Instructions to follow: The reply should hold every line of the data, unchanged and complete.

Data below:
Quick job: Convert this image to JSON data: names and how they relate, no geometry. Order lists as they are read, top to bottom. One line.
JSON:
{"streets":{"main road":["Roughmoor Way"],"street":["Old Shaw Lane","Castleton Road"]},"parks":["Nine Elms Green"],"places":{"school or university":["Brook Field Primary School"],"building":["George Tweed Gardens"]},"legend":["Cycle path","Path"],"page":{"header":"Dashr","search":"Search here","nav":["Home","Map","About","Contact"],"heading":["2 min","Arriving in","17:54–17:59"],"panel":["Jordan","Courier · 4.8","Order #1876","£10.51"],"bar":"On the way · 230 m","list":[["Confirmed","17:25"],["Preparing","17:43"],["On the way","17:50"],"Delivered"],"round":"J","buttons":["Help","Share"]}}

Answer to this task:
Quick job: Convert this image to JSON data: names and how they relate, no geometry. Order lists as they are read, top to bottom. One line.
JSON:
{"streets":{"main road":["Roughmoor Way"],"street":["Old Shaw Lane","Castleton Road"]},"parks":["Nine Elms Green"],"places":{"school or university":["Brook Field Primary School"],"building":["George Tweed Gardens"]},"legend":["Cycle path","Path"],"page":{"header":"Dashr","search":"Search here","nav":["Home","Map","About","Contact"],"heading":["2 min","Arriving in","17:54–17:59"],"panel":["Jordan","Courier · 4.8","Order #1876","£10.51"],"bar":"On the way · 230 m","list":[["Confirmed","17:25"],["Preparing","17:43"],["On the way","17:50"],"Delivered"],"round":"J","buttons":["Help","Share"]}}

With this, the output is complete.